1.低血糖を原因とする自動車事故の被害者への配慮について:
昨年8月24日に広島県で発生した、低血糖を原因とする交通死亡事故が、今回の素案提出の契機になっているものと思われる。しかし、この事故の容疑者であるDM患者は、医師が指示する食事療法を守っていなかっただけでなく、血糖値の自己測定も行っていないなど、1型糖尿病を有する者ならば当然果たすべき注意義務を完全に怠っていたことが指摘されている。こうした悲劇を防ぐ意味で、今回の素案で示された方向は、ある一定の妥当性を持つものであると受け止めており、また死亡事故の被害者とその家族の心情を考えれば、こうした措置を求める動きがあることは理解できる。ただし、既に免許を取得している多くのDM患者は、自動車を運転する際の危険性について十分認識しているので、そうした実態を評価せず、その権利を予め一律に制限するような関しては、くれぐれも慎重に対応していただきたい。

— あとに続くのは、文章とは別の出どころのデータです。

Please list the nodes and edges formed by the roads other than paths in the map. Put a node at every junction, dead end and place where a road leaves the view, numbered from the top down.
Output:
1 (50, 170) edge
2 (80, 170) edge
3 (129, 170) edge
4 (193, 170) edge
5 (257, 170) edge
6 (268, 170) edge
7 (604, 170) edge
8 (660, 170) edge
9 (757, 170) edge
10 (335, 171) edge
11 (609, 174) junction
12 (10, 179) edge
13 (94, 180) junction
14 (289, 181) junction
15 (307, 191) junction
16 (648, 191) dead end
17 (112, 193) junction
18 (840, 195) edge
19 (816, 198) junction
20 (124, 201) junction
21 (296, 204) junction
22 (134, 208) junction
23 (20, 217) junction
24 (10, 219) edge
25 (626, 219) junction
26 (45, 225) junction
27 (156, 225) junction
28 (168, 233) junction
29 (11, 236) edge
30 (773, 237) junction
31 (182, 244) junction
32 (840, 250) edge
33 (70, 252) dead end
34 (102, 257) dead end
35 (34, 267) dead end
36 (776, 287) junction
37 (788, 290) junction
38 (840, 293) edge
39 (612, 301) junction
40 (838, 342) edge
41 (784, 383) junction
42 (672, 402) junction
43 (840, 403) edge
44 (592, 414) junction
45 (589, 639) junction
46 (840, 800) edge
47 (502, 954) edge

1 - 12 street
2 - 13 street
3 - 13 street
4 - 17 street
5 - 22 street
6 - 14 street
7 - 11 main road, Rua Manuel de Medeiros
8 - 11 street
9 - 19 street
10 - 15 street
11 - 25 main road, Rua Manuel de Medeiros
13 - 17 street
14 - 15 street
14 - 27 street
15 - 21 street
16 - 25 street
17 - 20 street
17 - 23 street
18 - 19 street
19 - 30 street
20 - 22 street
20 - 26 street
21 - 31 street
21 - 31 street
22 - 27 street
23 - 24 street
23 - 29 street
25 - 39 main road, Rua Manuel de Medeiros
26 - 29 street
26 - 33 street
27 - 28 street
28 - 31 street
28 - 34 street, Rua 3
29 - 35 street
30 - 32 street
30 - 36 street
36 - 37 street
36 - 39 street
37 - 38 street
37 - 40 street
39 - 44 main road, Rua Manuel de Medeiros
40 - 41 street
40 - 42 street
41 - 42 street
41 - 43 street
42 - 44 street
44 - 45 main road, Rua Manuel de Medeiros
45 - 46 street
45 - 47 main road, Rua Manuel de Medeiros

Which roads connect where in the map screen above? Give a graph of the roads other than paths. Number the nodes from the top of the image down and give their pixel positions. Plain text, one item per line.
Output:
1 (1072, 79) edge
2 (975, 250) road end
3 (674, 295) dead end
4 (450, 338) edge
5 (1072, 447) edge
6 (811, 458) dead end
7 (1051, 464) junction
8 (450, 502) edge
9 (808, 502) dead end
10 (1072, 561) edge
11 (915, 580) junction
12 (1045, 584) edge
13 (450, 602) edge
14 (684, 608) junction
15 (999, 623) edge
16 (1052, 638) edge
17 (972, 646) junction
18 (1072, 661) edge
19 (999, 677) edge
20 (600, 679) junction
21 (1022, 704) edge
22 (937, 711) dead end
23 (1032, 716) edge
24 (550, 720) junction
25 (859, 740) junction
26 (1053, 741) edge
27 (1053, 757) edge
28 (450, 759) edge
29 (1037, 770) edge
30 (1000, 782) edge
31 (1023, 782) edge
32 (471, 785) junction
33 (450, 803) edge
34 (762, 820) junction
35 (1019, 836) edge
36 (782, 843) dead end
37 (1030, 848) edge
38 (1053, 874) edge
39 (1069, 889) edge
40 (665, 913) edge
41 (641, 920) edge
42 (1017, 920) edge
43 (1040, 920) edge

2.DM患者に対する啓発および医師による指導の徹底:
数は少ないものの、運転中に低血糖を起こす可能性のある糖尿病治療を受けている者(以下、「DM患者」と略)の中には、その危険性を十分に認識していないケースも考えられる。したがって、免許取得時にはDM患者以外の全ての取得希望者を含め(免許更新時には、全ての免許取得者を含め)、統計資料に基づくパンフレットを配布し、同様の危険性のある疾患について徹底した啓発活動を行うべきである。また、全ての医師は、18才以上の免許取得可能なDM患者に対して、自動車運転時の低血糖の危険性について教育・指導を行う義務を負うものとする。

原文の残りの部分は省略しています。